• _What the task requires_
Wherever a line below holds the word "dead", copy that line.

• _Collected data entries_
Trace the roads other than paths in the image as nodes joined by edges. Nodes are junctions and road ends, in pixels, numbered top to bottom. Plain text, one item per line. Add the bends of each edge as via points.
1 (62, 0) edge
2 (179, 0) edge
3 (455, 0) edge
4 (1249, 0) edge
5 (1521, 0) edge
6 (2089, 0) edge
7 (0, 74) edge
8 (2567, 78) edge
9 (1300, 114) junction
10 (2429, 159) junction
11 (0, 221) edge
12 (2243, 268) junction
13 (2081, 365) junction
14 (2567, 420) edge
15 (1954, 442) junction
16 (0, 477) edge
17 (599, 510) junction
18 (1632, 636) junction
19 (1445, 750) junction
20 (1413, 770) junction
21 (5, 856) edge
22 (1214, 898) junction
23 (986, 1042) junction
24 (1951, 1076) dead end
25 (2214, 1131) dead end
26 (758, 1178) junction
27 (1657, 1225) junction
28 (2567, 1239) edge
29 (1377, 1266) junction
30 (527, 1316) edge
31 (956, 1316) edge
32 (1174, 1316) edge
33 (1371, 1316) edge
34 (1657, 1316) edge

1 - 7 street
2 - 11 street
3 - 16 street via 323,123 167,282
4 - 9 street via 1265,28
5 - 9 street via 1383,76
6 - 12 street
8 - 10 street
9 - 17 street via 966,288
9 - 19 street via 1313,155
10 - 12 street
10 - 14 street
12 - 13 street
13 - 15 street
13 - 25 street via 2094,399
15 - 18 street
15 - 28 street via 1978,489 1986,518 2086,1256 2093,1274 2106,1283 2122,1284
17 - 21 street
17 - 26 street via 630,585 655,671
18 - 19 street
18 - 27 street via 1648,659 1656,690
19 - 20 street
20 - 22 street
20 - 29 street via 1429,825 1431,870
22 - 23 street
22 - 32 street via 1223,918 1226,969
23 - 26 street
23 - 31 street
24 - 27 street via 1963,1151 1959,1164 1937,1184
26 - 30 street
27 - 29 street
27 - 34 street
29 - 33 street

• _Task solution_
24 (1951, 1076) dead end
25 (2214, 1131) dead end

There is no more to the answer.